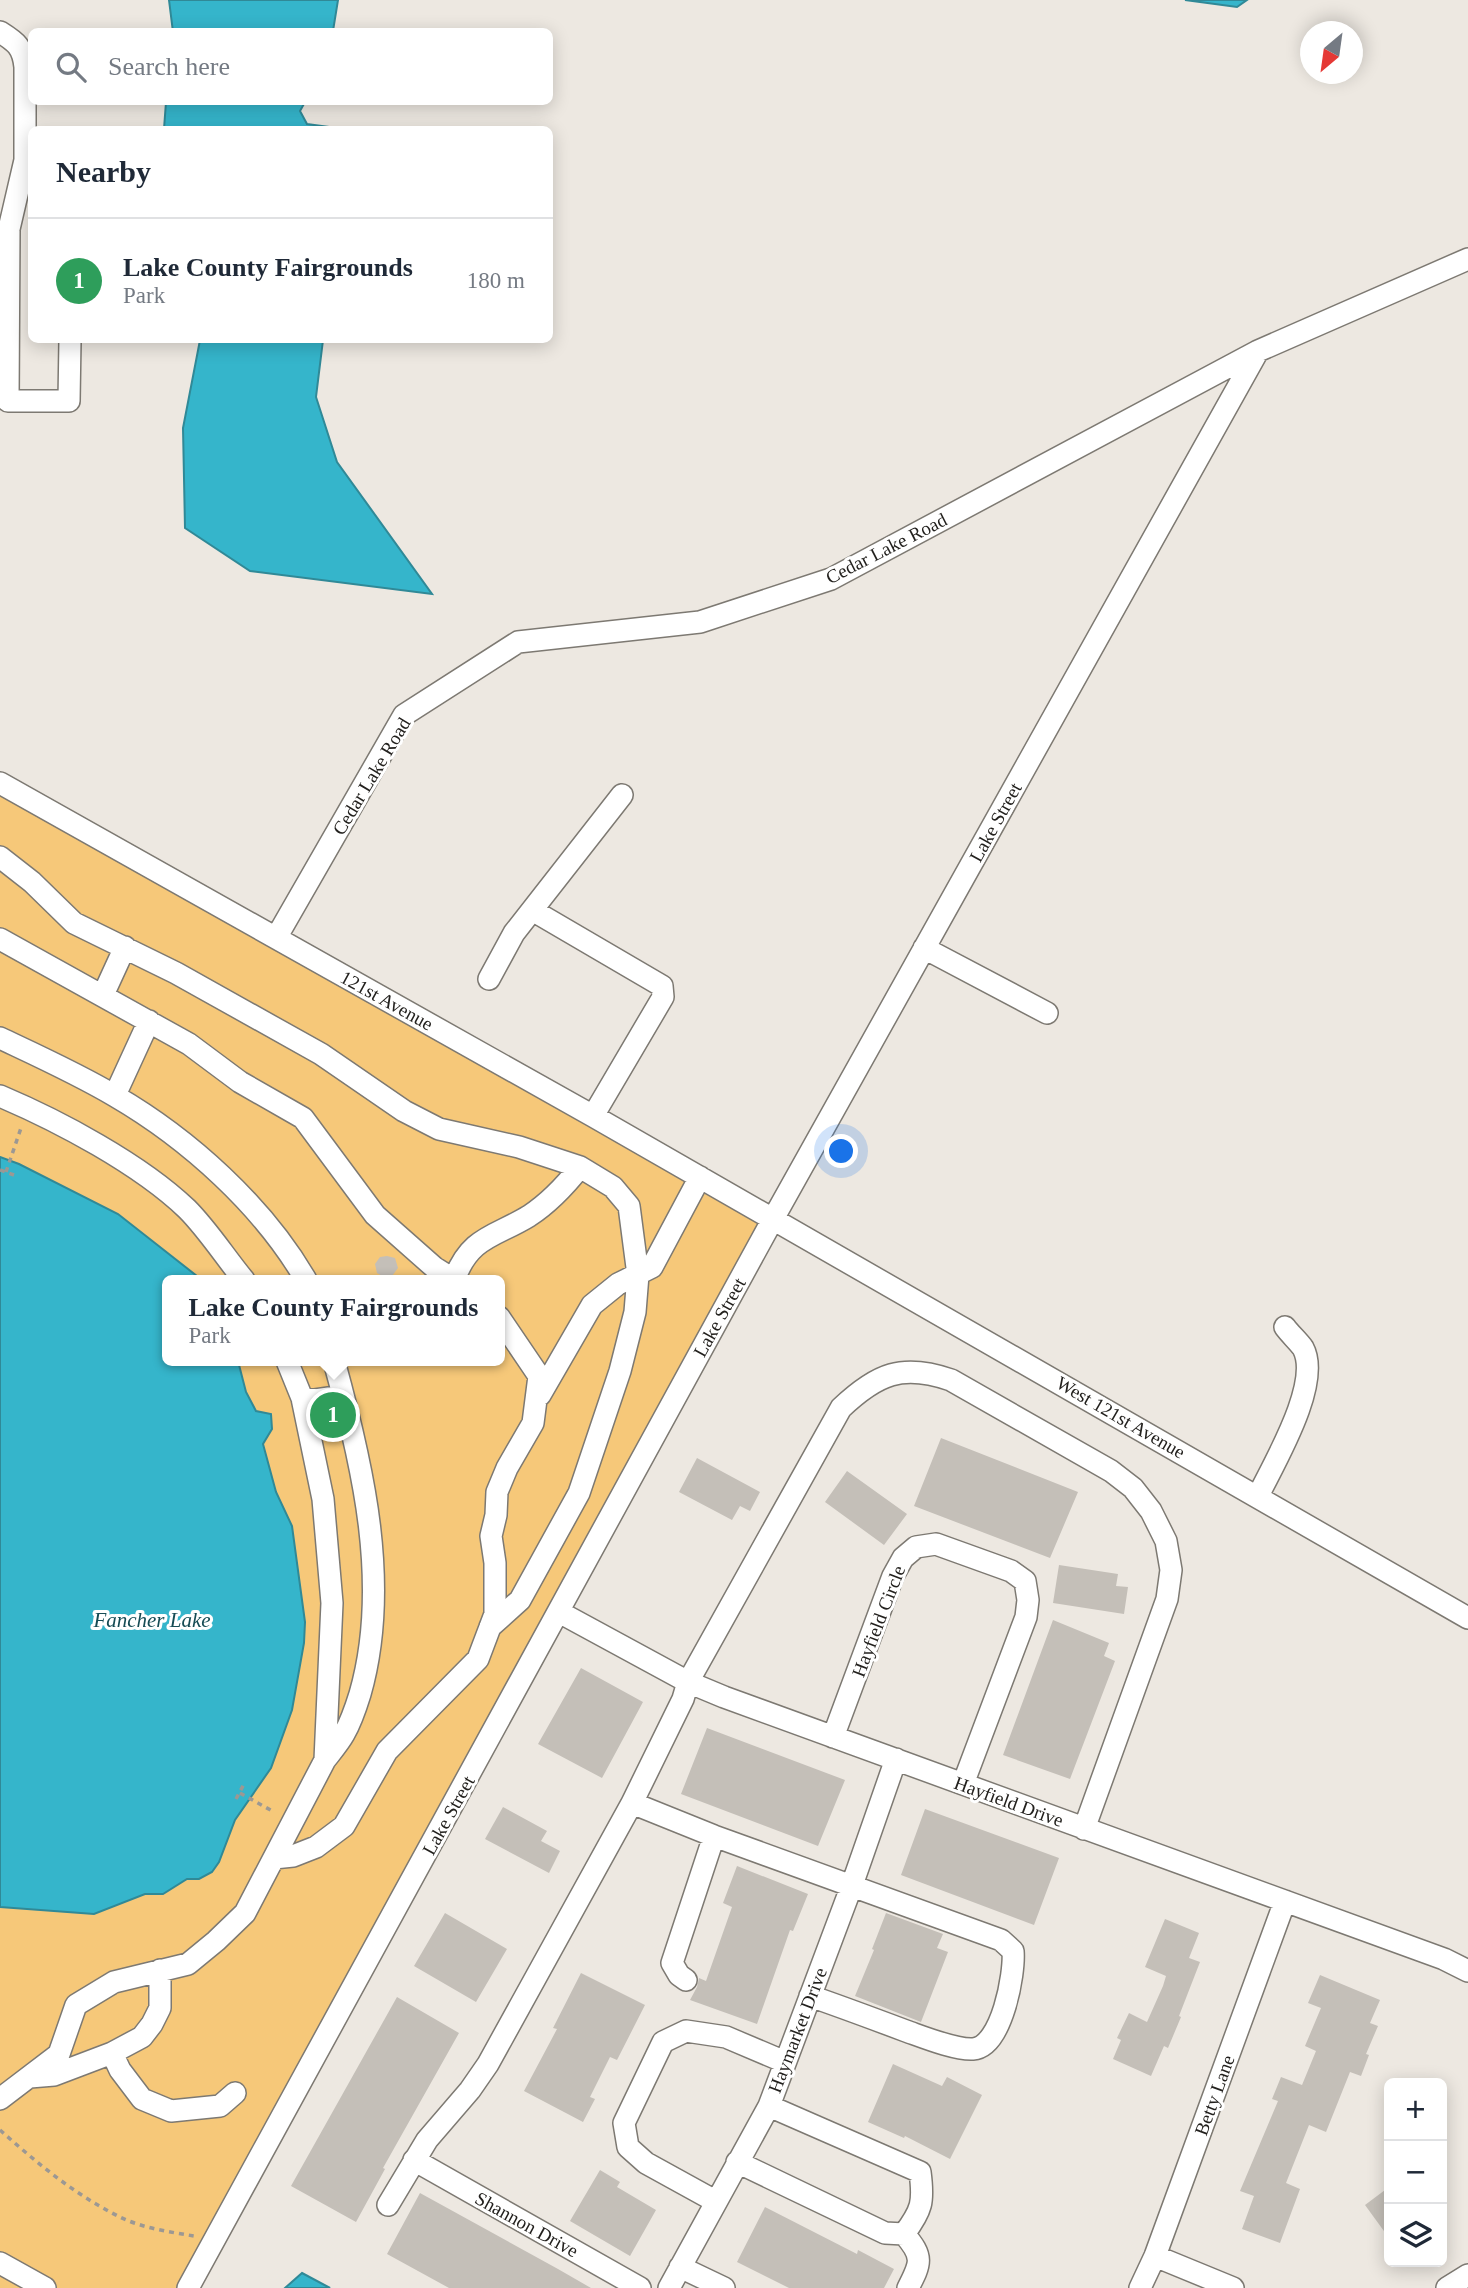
<!DOCTYPE html>
<meta charset="utf-8">
<style>
:root{--surface:#fff;--page:#f6f6f7;--text:#1f2937;--muted:#747a83;--line:#e0e1e3;--accent:#d93025}
body{margin:0;font-family:Georgia,serif;background:var(--page);color:var(--text)}
.controls{position:absolute;right:21px;bottom:21px;display:grid;overflow:hidden;border-radius:10px;box-shadow:0 4px 18px #0003}
.controls button{width:63px;height:63px;display:grid;place-items:center;padding:0;border:0;border-bottom:2px solid var(--line);background:var(--surface);color:var(--text);font:35px sans-serif}
.compass{position:absolute;left:1300px;top:21px;width:63px;height:63px;border-radius:50%;background:var(--surface);box-shadow:0 4px 18px #0003;rotate:209deg}
.you{position:absolute;left:842px;top:1152px;width:24px;height:24px;margin:-18px;border:5px solid #fff;border-radius:50%;background:#1a73e8;box-shadow:0 0 0 10px #1a73e833}
.badge{display:grid;place-items:center;width:46px;height:46px;border-radius:50%;background:var(--accent);color:#fff;font-size:23px;font-weight:700}
.pin{position:absolute;translate:-50% -50%;border:4px solid #fff;box-shadow:0 2px 7px #0006}
.popup{position:absolute;left:162px;top:1275px;width:343px;height:91px;box-sizing:border-box;display:grid;place-content:center;border-radius:10px;background:var(--surface);filter:drop-shadow(0 2px 5px #0005);font-size:23px;white-space:nowrap;color:var(--muted)}
.popup b{font-size:26px;color:var(--text)}
.popup::after{content:'';position:absolute;left:50%;top:100%;margin-left:-14px;border:14px solid transparent;border-top-color:var(--surface)}
.list{margin:0;padding:0;list-style:none}
h2{display:flex;justify-content:space-between;align-items:center;height:91px;margin:0;padding:0 28px;font-size:30px}
h2 small{font-size:23px;font-weight:400;color:var(--muted)}
.list li{display:grid;grid-template-columns:46px 1fr auto;gap:21px;align-items:center;box-sizing:border-box;height:126px;padding:0 28px;border-top:2px solid var(--line)}
.list b{display:block;font-size:26px;white-space:nowrap}
.list p{margin:0;font-size:23px;white-space:nowrap;color:var(--muted)}
.list em{font-size:23px;font-style:normal;color:var(--muted)}
.icon{flex:none;width:38px;height:38px;fill:none;stroke:currentColor;stroke-width:2;stroke-linecap:round;stroke-linejoin:round}
.map{position:relative;flex:none;width:1468px;height:2288px;overflow:hidden}
.search{position:absolute;background:var(--surface);box-shadow:0 4px 18px #0003;left:28px;top:28px;width:525px;height:77px;display:flex;align-items:center;gap:18px;box-sizing:border-box;padding:0 24px;border-radius:10px;color:var(--muted);font-size:26px}
.panel{position:absolute;background:var(--surface);box-shadow:0 4px 18px #0003;left:28px;top:126px;width:525px;height:217px;border-radius:10px}
.map>svg:first-child{display:block}
</style>
<div class="map">
<svg width="1468" height="2288" viewBox="0 0 1468 2288">
<rect width="100%" height="100%" fill="#ede8e1"/>
<!-- green -->
<path fill="#f6c879" fill-rule="evenodd" d="M 0,777 L 773,1219 L 185,2288 L 0,2288 ZM 167,1280 L 499,1280 L 499,1361 L 167,1361 Z"/>
<!-- water -->
<path fill="#35b5cb" stroke="#308997" stroke-width="2" d="M 169,0 L 338,0 L 333,31 L 173,32 Z
M 1185,0 L 1247,0 L 1237,7 Z
M 166,102 L 305,102 L 300,111 L 307,124 L 344,129 L 164,129 Z
M 200,340 L 323,340 L 316,397 L 337,462 L 432,594 L 250,571 L 185,528 L 183,428 Z
M 0,1157 L 19,1164 L 118,1214 L 202,1280 L 167,1280 L 167,1361 L 238,1361 L 246,1392 L 256,1411 L 271,1414 L 272,1429 L 263,1444 L 276,1492 L 292,1526 L 305,1622 L 304,1643 L 292,1710 L 271,1768 L 235,1820 L 219,1862 L 212,1872 L 199,1879 L 187,1879 L 163,1894 L 145,1894 L 94,1914 L 0,1907 Z
M 302,2273 L 330,2288 L 285,2288 Z"/>
<!-- building -->
<path fill="#c4bfb8" d="M 387,1256 L 395,1258 L 398,1268 L 389,1280 L 377,1273 L 375,1264 L 380,1257 Z
M 941,1438 L 1078,1492 L 1050,1558 L 914,1506 Z
M 697,1458 L 760,1492 L 750,1511 L 740,1506 L 732,1520 L 679,1492 Z
M 847,1471 L 907,1514 L 884,1545 L 825,1502 Z
M 1059,1565 L 1118,1574 L 1116,1586 L 1128,1587 L 1124,1614 L 1053,1603 Z
M 1053,1620 L 1109,1643 L 1104,1656 L 1115,1661 L 1070,1779 L 1003,1755 Z
M 581,1668 L 643,1702 L 602,1778 L 538,1744 Z
M 707,1728 L 845,1780 L 818,1846 L 681,1794 Z
M 503,1807 L 547,1831 L 541,1841 L 560,1851 L 549,1873 L 485,1839 Z
M 925,1809 L 1059,1858 L 1034,1925 L 901,1875 Z
M 737,1866 L 808,1894 L 793,1931 L 790,1930 L 757,2024 L 690,2000 L 697,1987 L 699,1978 L 706,1981 L 732,1907 L 723,1903 Z
M 445,1913 L 507,1949 L 476,2002 L 414,1966 Z
M 886,1913 L 943,1934 L 937,1948 L 948,1952 L 921,2022 L 855,1996 L 874,1950 L 872,1949 Z
M 1165,1919 L 1199,1933 L 1189,1958 L 1200,1962 L 1179,2016 L 1181,2017 L 1168,2048 L 1164,2046 L 1151,2076 L 1113,2059 L 1121,2040 L 1117,2038 L 1129,2013 L 1147,2022 L 1163,1986 L 1166,1976 L 1145,1967 Z
M 581,1973 L 645,2005 L 617,2060 L 610,2057 L 590,2097 L 595,2099 L 583,2122 L 524,2091 L 557,2029 L 553,2028 Z
M 1320,1975 L 1380,2000 L 1370,2023 L 1378,2026 L 1366,2054 L 1369,2055 L 1361,2076 L 1350,2072 L 1326,2132 L 1309,2125 L 1286,2183 L 1300,2189 L 1280,2243 L 1242,2229 L 1254,2196 L 1240,2191 L 1278,2101 L 1272,2099 L 1281,2077 L 1302,2085 L 1316,2051 L 1305,2046 L 1321,2008 L 1308,2003 Z
M 397,1997 L 459,2033 L 383,2168 L 385,2169 L 356,2222 L 291,2186 Z
M 893,2064 L 942,2086 L 947,2077 L 982,2095 L 950,2159 L 905,2136 L 904,2138 L 868,2122 Z
M 600,2170 L 620,2182 L 617,2187 L 656,2210 L 630,2256 L 570,2221 Z
M 1389,2187 L 1389,2238 L 1365,2205 Z
M 420,2193 L 558,2269 L 591,2288 L 449,2288 L 387,2254 Z
M 765,2207 L 857,2254 L 858,2250 L 894,2269 L 884,2288 L 789,2288 L 737,2262 Z"/>
<g fill="none" stroke-linecap="round" stroke-linejoin="round">
<!-- minor casing -->
<g stroke="#7d7972" stroke-width="24">
<path id="minor" d="M 0,32 C 16,42 23,47 25,67 L 25,160 L 9,229 L 8,401 L 69,401 L 70,340
M 0,783 L 593,1116 L 1468,1618
M 0,857 L 32,882 L 74,923 L 176,973 L 321,1054 L 404,1111 L 439,1129 L 519,1147 L 580,1167 L 613,1187 L 629,1206 L 638,1275 L 635,1312 L 620,1371 L 579,1493 L 520,1600 L 490,1627
M 532,910 L 662,986 L 663,997 L 593,1116
M 276,938 L 404,715 L 518,642 L 700,622 L 831,579 L 1258,351 L 1468,259
M 0,939 L 189,1044 L 240,1082 L 303,1118 L 375,1215 L 435,1268 L 454,1280
M 924,948 L 1047,1013
M 489,979 L 514,933 L 622,795
M 103,995 L 125,947
M 0,1038 C 38,1056 78,1074 115,1096 C 189,1139 263,1206 306,1280
M 115,1095 L 149,1021
M 0,1096 C 59,1121 140,1164 187,1209 C 208,1230 225,1257 244,1280
M 454,1280 C 470,1236 495,1237 529,1216 C 549,1203 565,1186 580,1167
M 540,1395 L 592,1305 L 618,1284 L 652,1267 L 700,1177
M 302,1398 L 315,1400 L 343,1396
M 1258,1496 C 1274,1463 1322,1383 1303,1348 C 1298,1341 1290,1334 1285,1327
M 559,1612 L 688,1682 L 724,1697 L 1444,1959 L 1468,1971
M 833,1737 L 893,1576 L 903,1558 L 916,1547 L 936,1544 L 1011,1571 L 1025,1581 L 1028,1600 L 1026,1617 L 963,1784
M 325,1760 C 332,1751 339,1743 344,1734 C 351,1722 356,1707 360,1694 C 391,1586 363,1466 334,1361
M 632,1803 L 714,1836 L 1001,1940 L 1013,1951 C 1015,1973 1002,2047 973,2049 C 955,2050 923,2037 906,2031 C 874,2019 842,2007 810,1996
M 274,1858 L 293,1856 L 316,1847 L 344,1826 L 387,1751 L 478,1659 L 495,1614 L 495,1563 L 491,1536 L 496,1515 L 497,1492 L 507,1468 L 533,1423 L 539,1376 L 499,1317
M 686,1980 L 679,1975 L 672,1963 L 714,1836
M 112,2053 L 120,2070 L 142,2099 L 171,2111 L 220,2106 L 235,2093
M 30,2077 L 54,2075 L 112,2053 L 142,2037 L 152,2024 L 160,2008 L 160,1970
M 0,2099 L 59,2054 L 76,2005 L 114,1982 L 188,1964 L 216,1941 L 245,1913 L 325,1760 L 332,1603 L 323,1499 L 302,1398 L 287,1361
M 414,2160 L 640,2288
M 737,2162 L 885,2233 L 904,2234 C 922,2210 924,2202 920,2172 L 769,2106
M 715,2201 L 646,2163 L 628,2147 L 624,2123 L 663,2042 L 686,2031 L 726,2037 L 785,2062
M 388,2205 L 427,2140 L 470,2090 L 488,2064 L 632,1803 L 683,1699 L 688,1682 L 841,1408 C 877,1374 902,1363 951,1380 L 1111,1471 L 1133,1488 L 1151,1511 L 1166,1541 L 1171,1570 L 1167,1599 L 1084,1829
M 904,2234 C 924,2257 921,2263 908,2288
M 1155,2256 L 1233,2288
M 0,2263 L 45,2288
M 680,2267 L 724,2288
M 188,2288 L 773,1219 L 1258,351
M 669,2288 L 769,2106 L 852,1885 L 896,1759
M 1140,2288 L 1155,2256 L 1285,1901
M 1447,2288 L 1468,2275"/>
</g>
<!-- path -->
<path stroke="#9c9893" stroke-width="3.5" stroke-dasharray="5 5" stroke-linecap="butt" d="M 0,1170 L 14,1175
M 6,1172 L 21,1128
M 240,1793 L 274,1812
M 236,1799 L 244,1784
M 0,2130 C 37,2163 75,2195 120,2217 C 142,2228 170,2232 194,2236"/>
<!-- minor -->
<use href="#minor" stroke="#fff" stroke-width="21"/>
</g>
<g text-anchor="middle" stroke-width="6" stroke-linejoin="round" paint-order="stroke">
<!-- street labels -->
<g font-size="19" fill="#23211e" stroke="#fff">
<text transform="translate(886 548) rotate(-27)" y="7">Cedar Lake Road</text>
<text transform="translate(371 776) rotate(-59)" y="7">Cedar Lake Road</text>
<text transform="translate(995 822) rotate(-61)" y="7">Lake Street</text>
<text transform="translate(387 1000) rotate(29)" y="7">121st Avenue</text>
<text transform="translate(719 1317) rotate(-61)" y="7">Lake Street</text>
<text transform="translate(1121 1417) rotate(30)" y="7">West 121st Avenue</text>
<text transform="translate(878 1621) rotate(-69)" y="7">Hayfield Circle</text>
<text transform="translate(1009 1801) rotate(20)" y="7">Hayfield Drive</text>
<text transform="translate(448 1815) rotate(-61)" y="7">Lake Street</text>
<text transform="translate(797 2030) rotate(-69)" y="7">Haymarket Drive</text>
<text transform="translate(1214 2095) rotate(-70)" y="7">Betty Lane</text>
<text transform="translate(527 2224) rotate(29)" y="7">Shannon Drive</text>
</g>
<!-- water labels -->
<g font-size="21" font-style="italic" fill="#164c55" stroke="#fff">
<text x="152" y="1627">Fancher Lake</text>
</g>
</g>
</svg>
<div class="controls">
<button>+</button>
<button>−</button>
<button><svg class="icon" aria-label="layers" viewBox="0 0 24 24"><path d="M12 4l9 5-9 5-9-5zM3 14l9 5 9-5"/></svg></button>
</div>
<svg class="compass" viewBox="-18 -18 36 36"><path d="M0-13l5 13h-10z" fill="#e53935"/><path d="M0 13l5-13h-10z" fill="#747a83"/></svg>
<div class="you"></div>
<div class="pin badge" style="left:333px;top:1415px;background:#2e9e5b">1</div>
<div class="popup"><b>Lake County Fairgrounds</b>Park</div>
<div class="search"><svg class="icon" aria-label="search" viewBox="0 0 24 24"><circle cx="10" cy="10" r="6"/><path d="M15 15l6 6"/></svg>Search here</div>
<section class="panel">
<h2>Nearby<small></small></h2>
<ul class="list">
<li><span class="badge" style="background:#2e9e5b">1</span><div><b>Lake County Fairgrounds</b><p>Park</p></div><em>180 m</em></li>
</ul>
</section>
</div>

- **Aim of the task**
In the records above, some lines hold the word "solid". Say how many, and nothing more.

- **Task response**
5